There is a rich tradition of ensemble playing in Romania. In the National Theatre in Bucharest on the most huge stage, fifty or so actors brough Romeo and Juliet to a life you could not see in England.

In Nitra, in the week following our performance, we gave workshops and so could stay long enough to see some of the rest of the festival. I was lucky enough to be one of about 250 sitting on a stage, nearly as big as in Bucharest, around a dimly lit rostrum to see a Czech Jewish Theatre perform Job, the story of the emigration of a Jewish family from Russia to America in the last century and the miraculous healing of a mentally handicapped son left behind and reunited with his father at the end.

But their international festival was not welcomed by the Slovak authorities. They were already unhappy when in the festival's first year in 1990 an award for best play was given to a Hungarian company. They have now withdrawn funding. Ther is a strong puppet tradition in Slovakia but the director of the Puppet Theatre in Nitra has also fallen foul of the nationalist government and has recently been dismissed. Certain plays have also been forbidden. The National Theatre came out on strike at these events.

President Mecir led the movement that separated Slovakia from the Czech Republic without a referendum and, according to opinion polls, against the wishes of the majority. More than once I heard someone say "I hate Mecir".

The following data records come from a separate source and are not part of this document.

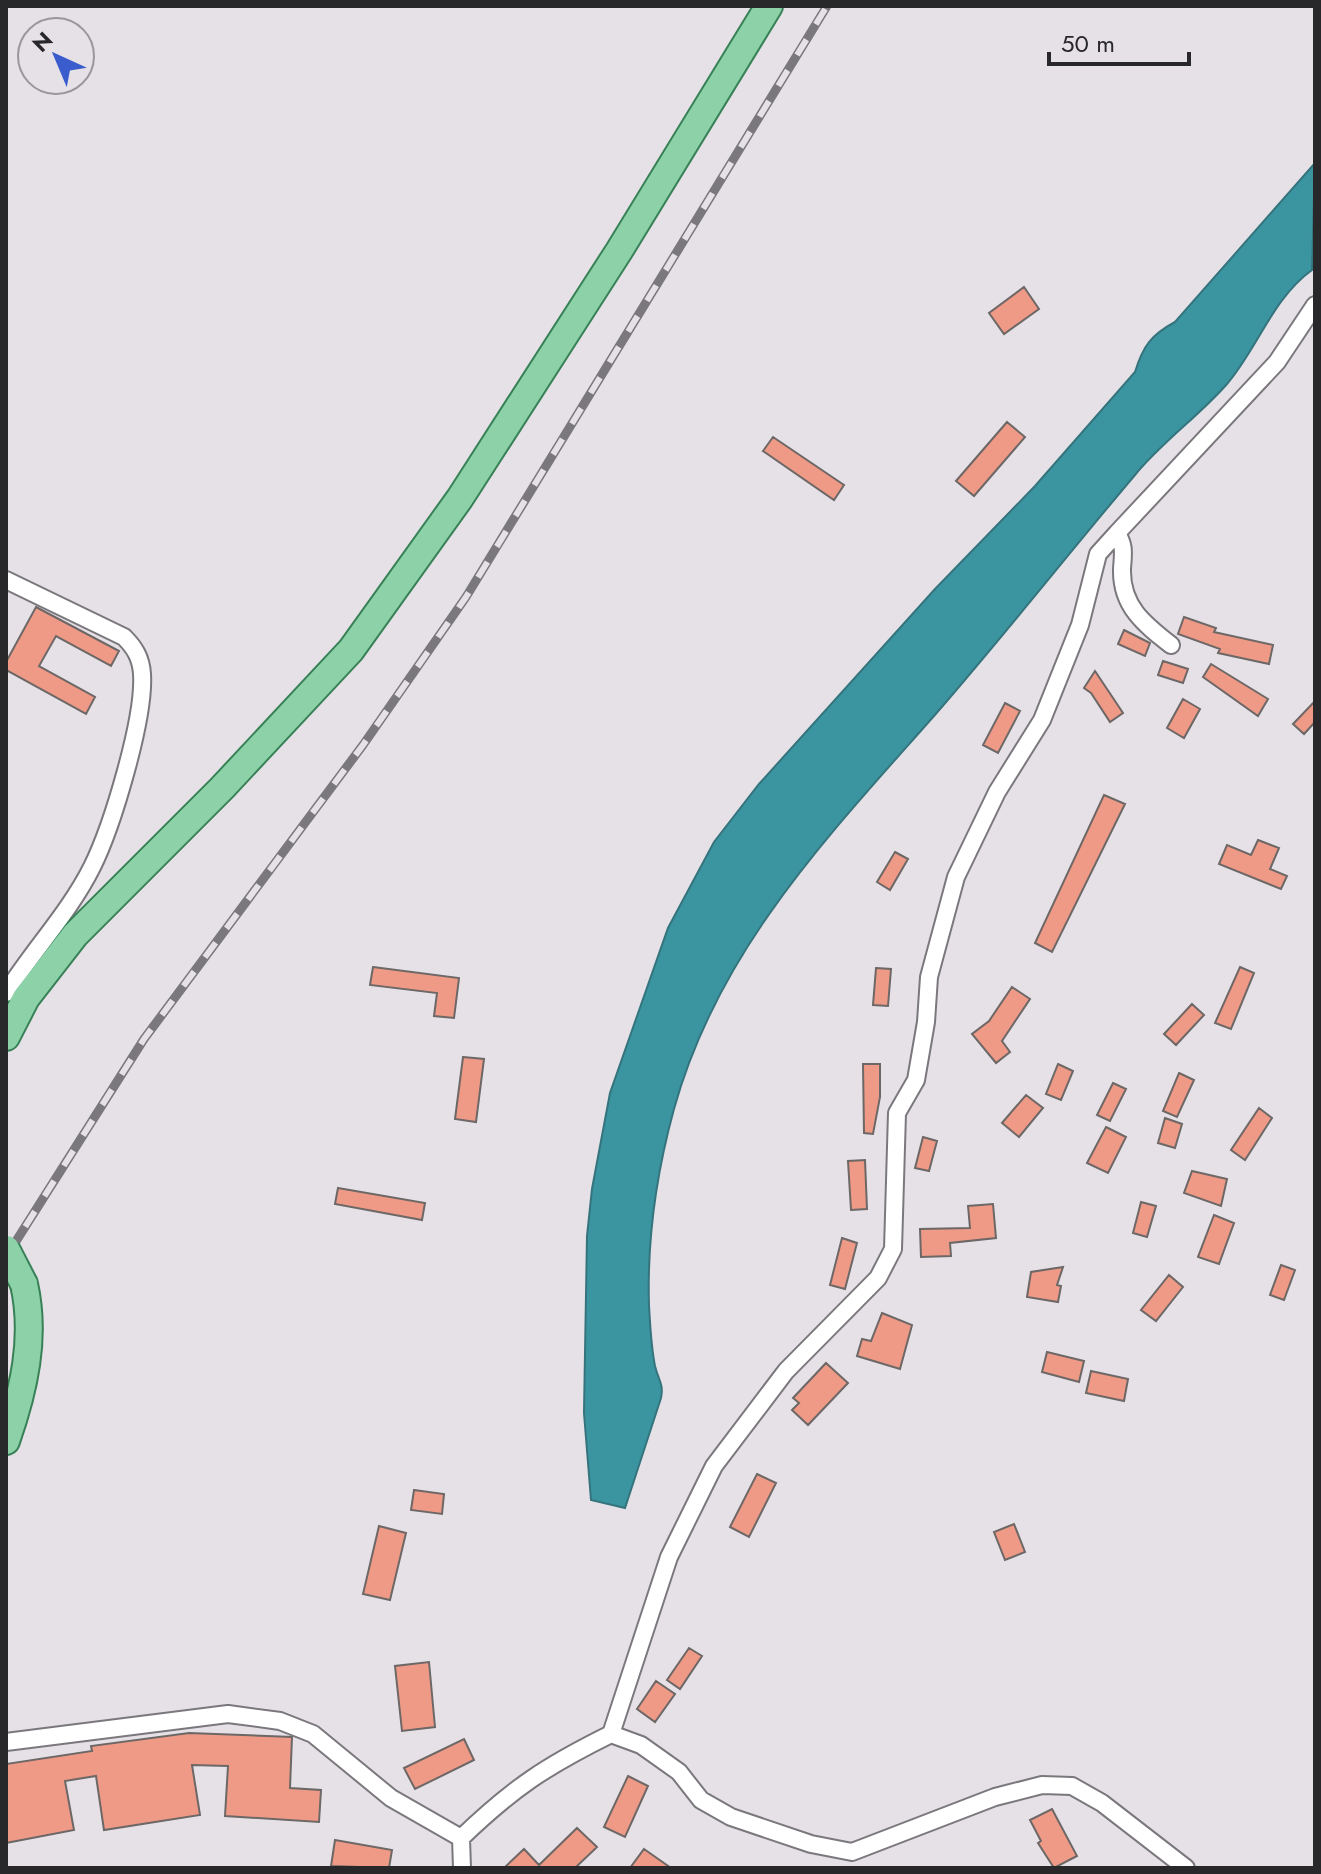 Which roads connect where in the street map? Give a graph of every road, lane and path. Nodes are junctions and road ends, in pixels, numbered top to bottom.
1 (769, 6) edge
2 (1315, 305) edge
3 (1117, 533) junction
4 (6, 580) edge
5 (1171, 645) dead end
6 (6, 993) edge
7 (6, 1037) edge
8 (6, 1249) edge
9 (6, 1441) edge
10 (611, 1734) junction
11 (6, 1742) edge
12 (461, 1838) junction
13 (459, 1867) edge
14 (1186, 1868) edge

1 - 7 main road
2 - 3 street
3 - 5 street
3 - 10 street
4 - 6 street
8 - 9 main road, bridge
10 - 12 street
10 - 14 street
11 - 12 street
12 - 13 street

People in Belgrade didn't express their contempt for Milosevic quite so nakedly. His deviousness is taken for granted. The pain is perhaps at a deeper level. We happened to have a reception at the town hall at the same time as the National Socialist symbol of the five-pointed star was being replaced by the Serbian eagle. The votes stolen from the opposition last winter were allowed them in the spring and Zoran Djindic had become the city's democratic mayor. When he came to his new office, everything belonging to the government, including computers and files, had been removed. In the ornate building only the waiters remained.

Now this October he is out and Milosevic has his placeman back. The fascist candidate doing well in the elections held the day after I left would make it illegal for non-Serbian children to go to state schools. The opposition coalition is split. But the pride of their achievements on the streets last winter remains. They call it paratheatre. At one stage the riot police cordoned the main street for eight days and nights. In front of them in the bitter cold the students and actors played, including a performance of Macbeth.

Jelena Kovacevic, a journalist with Ludus (a theatre magazine describing these events) told me how as a Serb she had recently illegally (ie without telling the police) entered the Muslim sector of Sarajevo to visit her relatives there and for the first time in her life had had to ask herself "is this person Muslim or Serb", and felt afraid.

I am privileged to have met some of the people struggling to be the conscience of their country.